In recent years there has been increasing scholarly attention given to the ‘Cultural Cold War’. In general terms this phrase is used to refer to the ideological struggle between the US and Soviet blocs following the Second World War, and how this struggle was conducted with ‘cultural arguments’ in East and West. This trend has broadened our understanding of the political relevance of Cold War cultural manifestations, but it has also raised questions concerning the value of the Cold War, and its implicit East-West divide, as a valid periodisation for examining cultural history. Some scholars have argued that a full understanding of cultural activity can only take place if a longue durée analysis is used which takes into account developments long before the Second World War. Others have focused on the similar mission of East and West within their ideological contest to claim the heritage of universal Enlightenment rationality, leading to the potential for a cross-bloc comparative analysis of common cultural themes.

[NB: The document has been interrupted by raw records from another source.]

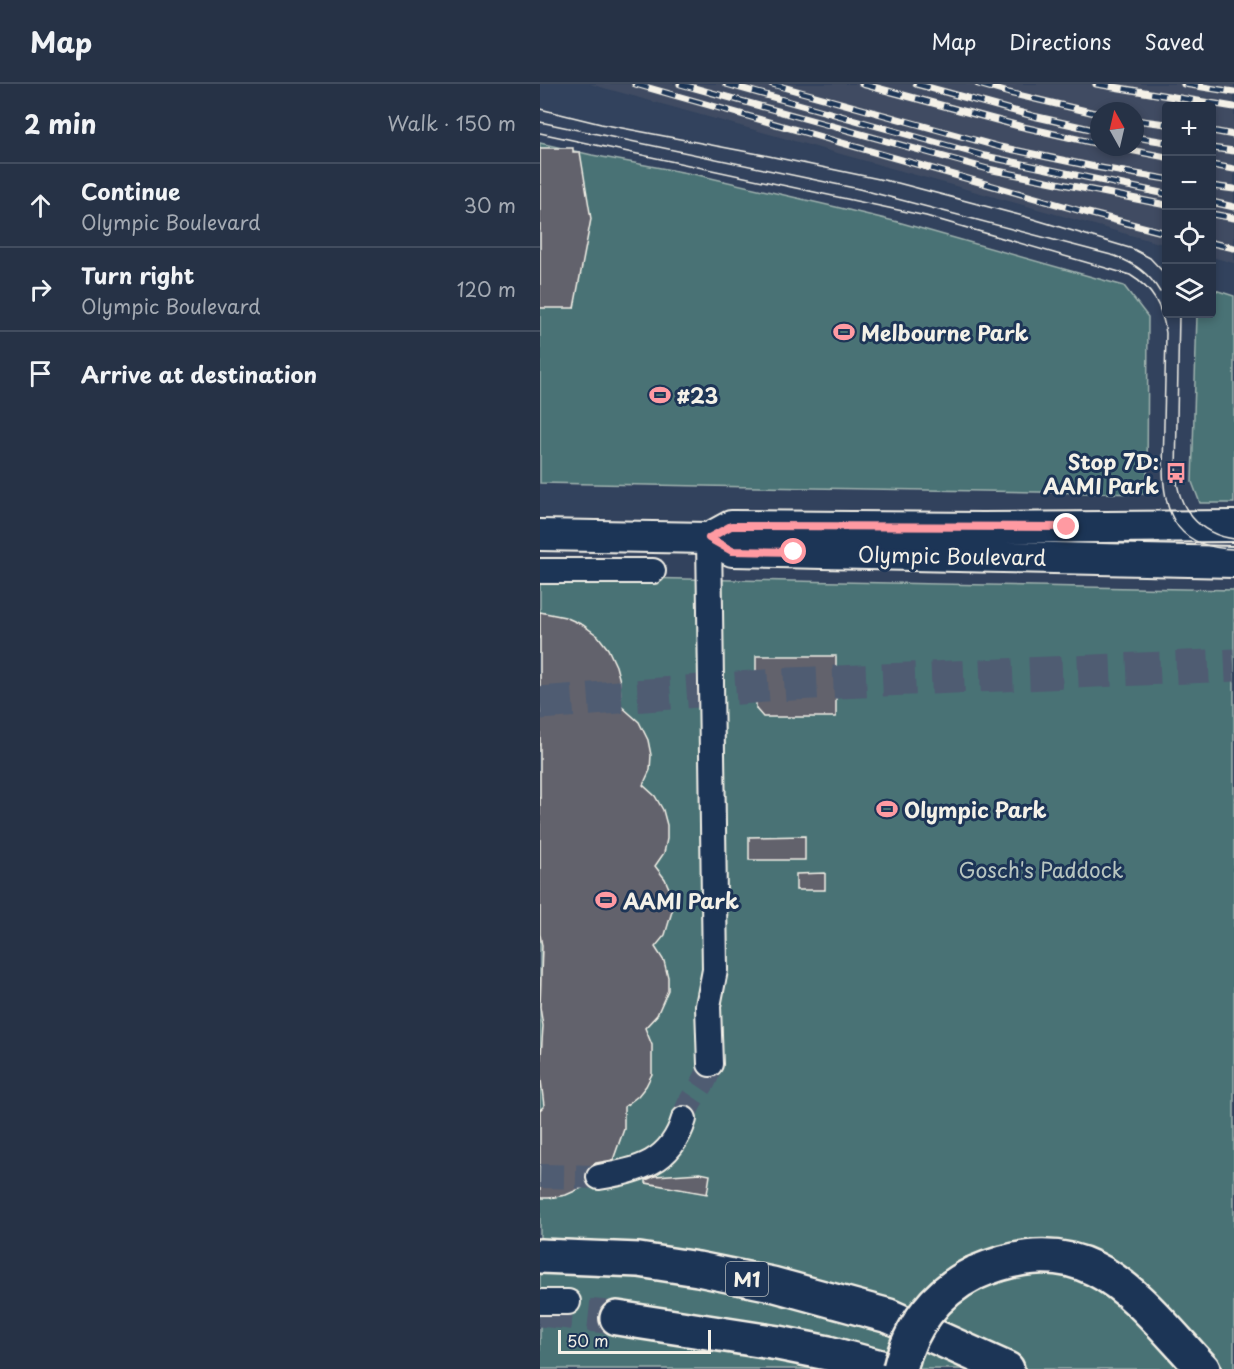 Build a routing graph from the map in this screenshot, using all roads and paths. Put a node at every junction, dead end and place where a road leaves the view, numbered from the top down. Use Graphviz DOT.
graph roads {
  1 [pos="1234,526"];
  2 [pos="540,535"];
  3 [pos="709,538"];
  4 [pos="1227,560"];
  5 [pos="540,571"];
  6 [pos="652,572"];
  7 [pos="710,1064"];
  8 [pos="684,1119"];
  9 [pos="599,1177"];
  10 [pos="540,1256"];
  11 [pos="540,1302"];
  12 [pos="568,1302"];
  13 [pos="617,1318"];
  14 [pos="888,1369"];
  15 [pos="900,1369"];
  16 [pos="1007,1369"];
  17 [pos="1203,1369"];
  1 -- 3 [label="main road, Olympic Boulevard"];
  2 -- 3 [label="main road, Olympic Boulevard"];
  3 -- 4 [label="main road, Olympic Boulevard"];
  3 -- 7 [label="street"];
  5 -- 6 [label="street"];
  8 -- 9 [label="street"];
  10 -- 16 [label="highway, M1"];
  11 -- 12 [label="street"];
  13 -- 14 [label="highway"];
  15 -- 17 [label="highway, bridge"];
}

To be sure, the Cold War, as a unique ideological contest between East and West, remains a very significant backdrop to the cultural history of the 1945-1990 period. In this context, cultural activity played a crucial role in shaping the meta-narrative of both blocs. This was done either actively, by those who consciously engaged their art or intellectual output with the political environment, or passively, through the co-optation of cultural forms for political purposes. Culture became the sign through which the ideology of the Cold War was represented and understood in society at large, and contributed significantly to the process of ‘mobilisation’: the concentration of energies in the service of countering external as well as domestic threats.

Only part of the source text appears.